Tu as tellement cru à l’Enfant de douze ans qui t’avait parlé au Temple qu’avec obstination, mais avec une intention droite venue de ta foi absolue en cet Enfant, sur les lèvres duquel tu avais entendu des paroles d’une infinie sagesse, tu as attendu un signe pour croire en lui et reconnaître en lui le Messie. Dieu pardonne à celui qui a une foi si forte et si fidèle. Il pardonne encore davantage à celui qui, étant dans le doute sur la vraie nature d’un homme, accusé injustement, ne veut pas prendre part à sa condamnation parce qu’il la sent injuste. Ta vision spirituelle de la vérité s’est toujours approfondie à partir du moment où tu as quitté le Sanhédrin pour ne pas consentir à cet acte sacrilège. Et elle a grandi davantage lorsque, au Temple, tu as vu s’accomplir le signe tant attendu qui a marqué le commencement de l’ère chrétienne. Elle s’est encore accrue quand, avec ces mots puissants, angoissés, tu as prié au pied de la croix de mon Fils, désormais glacé et éteint. Elle est devenue presque parfaite chaque fois que, par la parole ou en te retirant à part, tu as défendu les serviteurs de mon Fils et que tu n’as pas voulu prendre part à la condamnation des premiers martyrs. Sois-en sûr, Gamaliel, chacun de tes actes de douleur, de justice, d’amour, a fait grandir en toi ta vision spirituelle.

647.5

– Tout cela n’est pas encore assez ! J’ai eu la grâce rare de connaître ton Fils dès sa première manifestation publique, au moment de sa majorité. J’aurais dû voir clair dès ce moment ! Comprendre ! J’ai été aveugle et sot… Je n’ai pas vu et pas compris. Ni à ce moment là, ni à d’autres occasions où j’ai eu la grâce de l’approcher, désormais Homme et Maître, et d’entendre ses paroles toujours plus justes et plus fortes. Entêté, j’attendais le signe humain, les pierres secouées… Je ne me rendais pas compte que tout en lui était un signe certain ! Je ne voyais pas qu’il était la pierre angulaire prédite[1] par les prophètes, la pierre qui déjà secouait le monde entier, juif et païen, la pierre qui secouait les pierres des cœurs par sa Parole et ses prodiges ! Je ne reconnaissais pas sur lui le signe manifeste de son Père en tout ce qu’il faisait ou disait ! Comment peut-il pardonner tant d’obstination ?

647.6

– Gamaliel, arriveras-tu croire que je peux te donner un bon conseil, moi qui suis le Siège de la Sagesse, la Femme comblée de grâce, remplie de la connaissance des choses surnaturelles en raison de la Sagesse qui en moi a pris chair, et à la grâce que le Christ m’a donnée ?
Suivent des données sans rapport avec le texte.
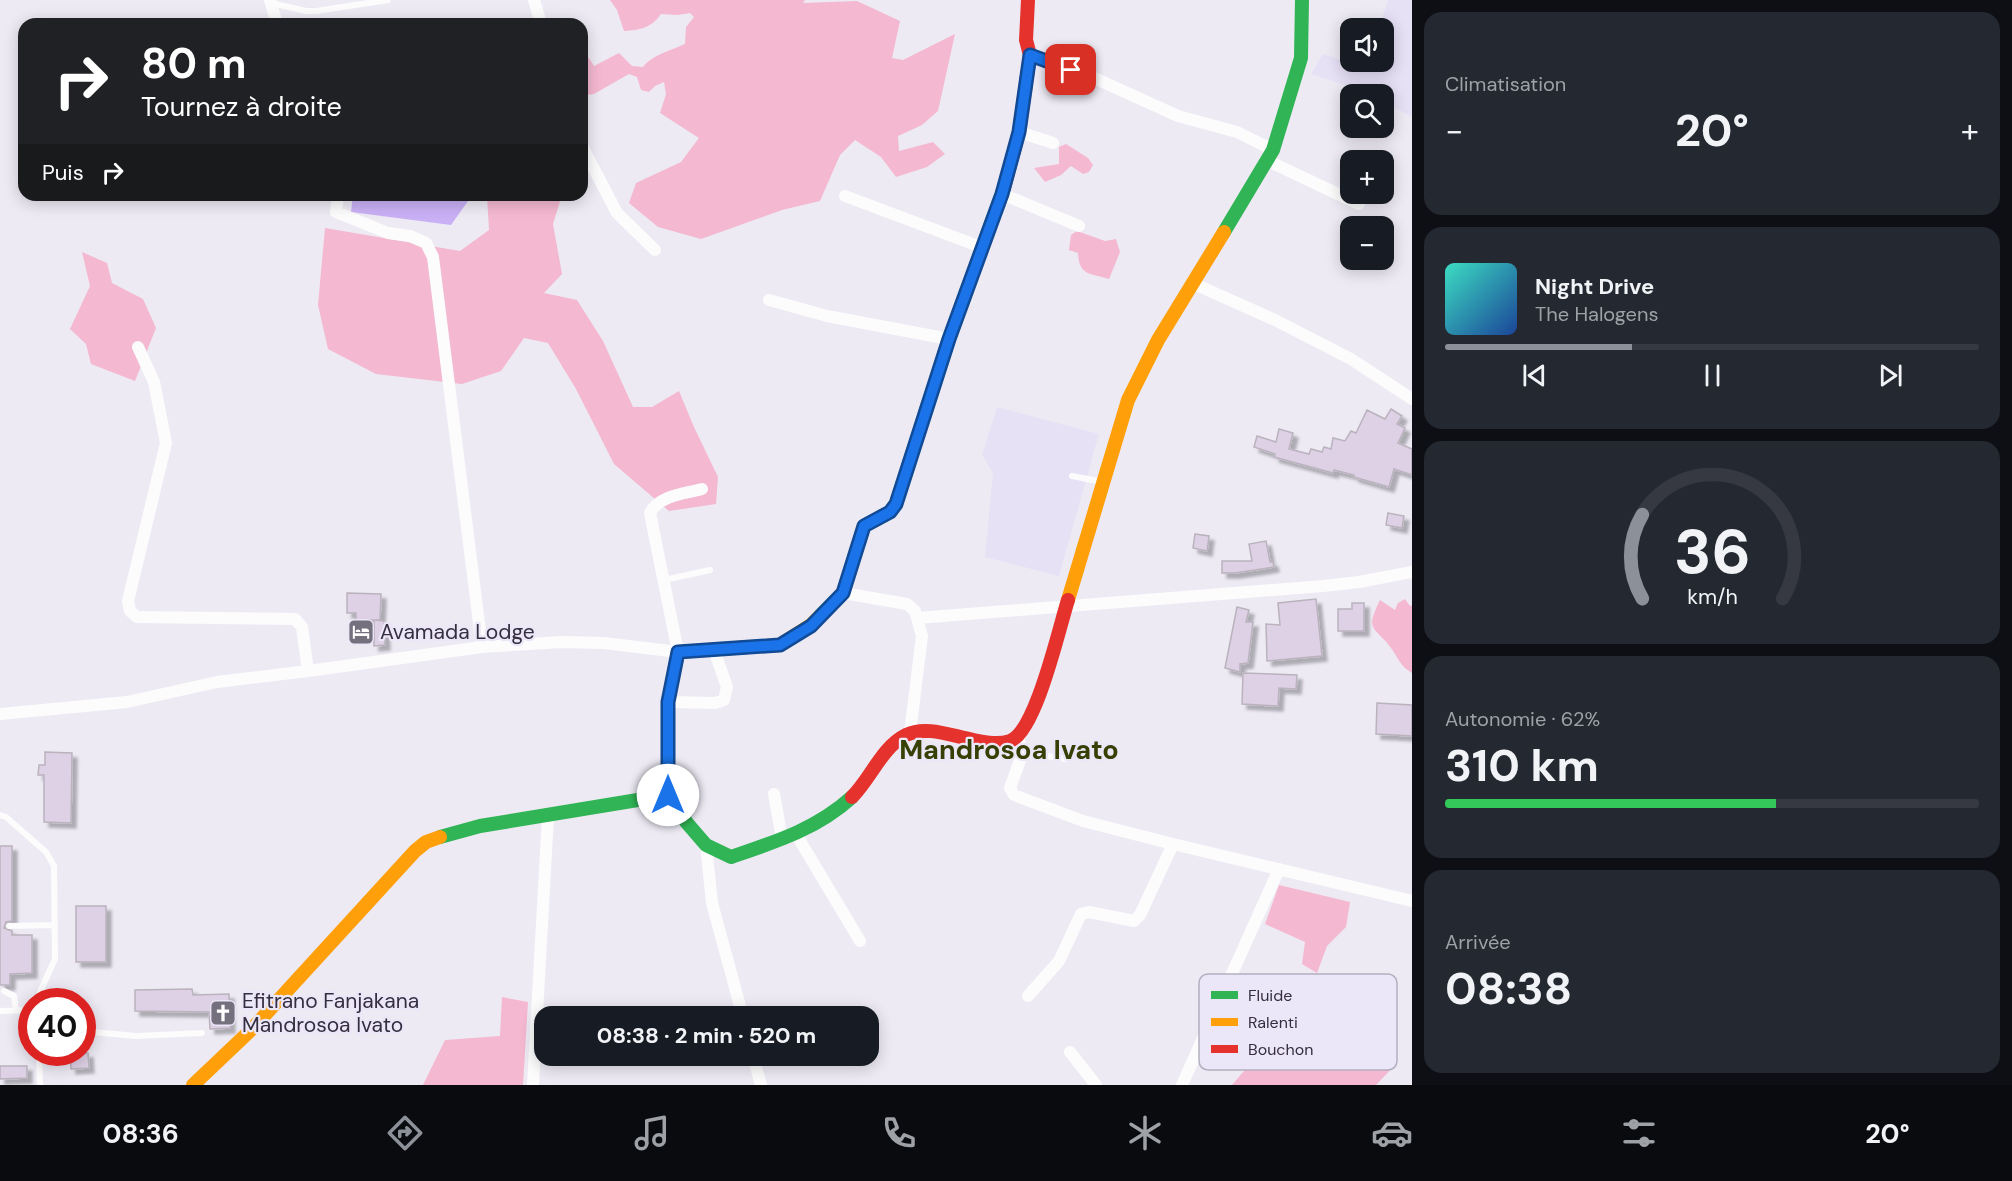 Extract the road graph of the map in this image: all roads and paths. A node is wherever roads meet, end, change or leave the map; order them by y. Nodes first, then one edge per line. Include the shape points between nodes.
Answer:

– Oh ! oui, je le crois ! C’est justement parce que je crois que tu es cela que je viens à toi pour avoir la lumière. Toi qui es Fille, Mère, Epouse de Dieu, qui t’a certainement comblée dès ta conception de ses lumières de sagesse, tu ne peux que m’indiquer le chemin que je dois prendre pour avoir la paix, pour trouver la vérité, pour conquérir la vraie vie. Je suis tellement conscient de mes erreurs, tellement écrasé par ma misère spirituelle, que j’ai besoin d’aide pour oser aller à Dieu.

– Ce que tu considères comme un obstacle est au contraire une aile pour t’élever vers Dieu. Tu t’es démoli toi-même, tu t’es humilié. Tu étais une puissante montagne, tu t’es rendu vallée profonde. Sache que l’humilité est semblable à l’engrais du terrain le plus aride pour le préparer à donner des plantes et des moissons magnifiques. C’est un escalier pour monter, ou plutôt c’est une échelle pour s’élever vers Dieu qui, voyant un homme humble, l’appelle à lui pour l’exalter, l’enflammer de sa charité et l’éclairer de ses lumières, afin qu’il voie. C’est pourquoi je t’affirme que tu es déjà dans la lumière, sur le bon chemin, tourné vers la vie véritable des enfants de Dieu.

647.7

– Mais pour avoir la grâce, il me faut entrer dans l’Eglise, recevoir le baptême qui purifie de la faute et nous rend de nouveau fils adoptifs de Dieu. Je n’y suis pas opposé, loin de là. J’ai détruit en moi le fils de la Loi, je ne peux plus avoir d’estime et d’amour pour le Temple. Mais je ne veux pas être rien. Je dois donc reconstruire sur les ruines de mon passé l’homme nouveau, et la foi nouvelle. Je pense toutefois que les apôtres et les disciples sont méfiants et prévenus à l’égard du grand rabbi à la nuque raide que je suis… »

Jean l’interrompt :

« Tu te trompes, Gamaliel. Je suis le premier à t’aimer et je marquerai comme un jour de très grande grâce celui où tu pourras te dire agneau du troupeau du Christ. Je ne serais pas son disciple si je ne mettais pas en pratique ses enseignements. Or il nous a commandé l’amour et la compréhension pour tous, et spécialement pour les plus faibles, les malades, les égarés. Il nous a ordonné d’imiter ses exemples. Or nous l’avons toujours vu être plein d’amour pour les coupables repentis, les fils prodigues qui revenaient au Père, ou les brebis perdues. De Marie-Madeleine à la Samaritaine, d’Aglaé au larron, combien il en a rachetés par miséricorde ! Il aurait pardonné même à Judas pour son crime suprême, s’il s’était repenti. Il lui avait pardonné tant de fois ! Je suis seul à savoir à quel point il l’a aimé, alors qu’il connaissait tout de sa conduite.

647.8

Viens avec moi, je ferai de toi un fils de Dieu et un frère pour le Christ Sauveur.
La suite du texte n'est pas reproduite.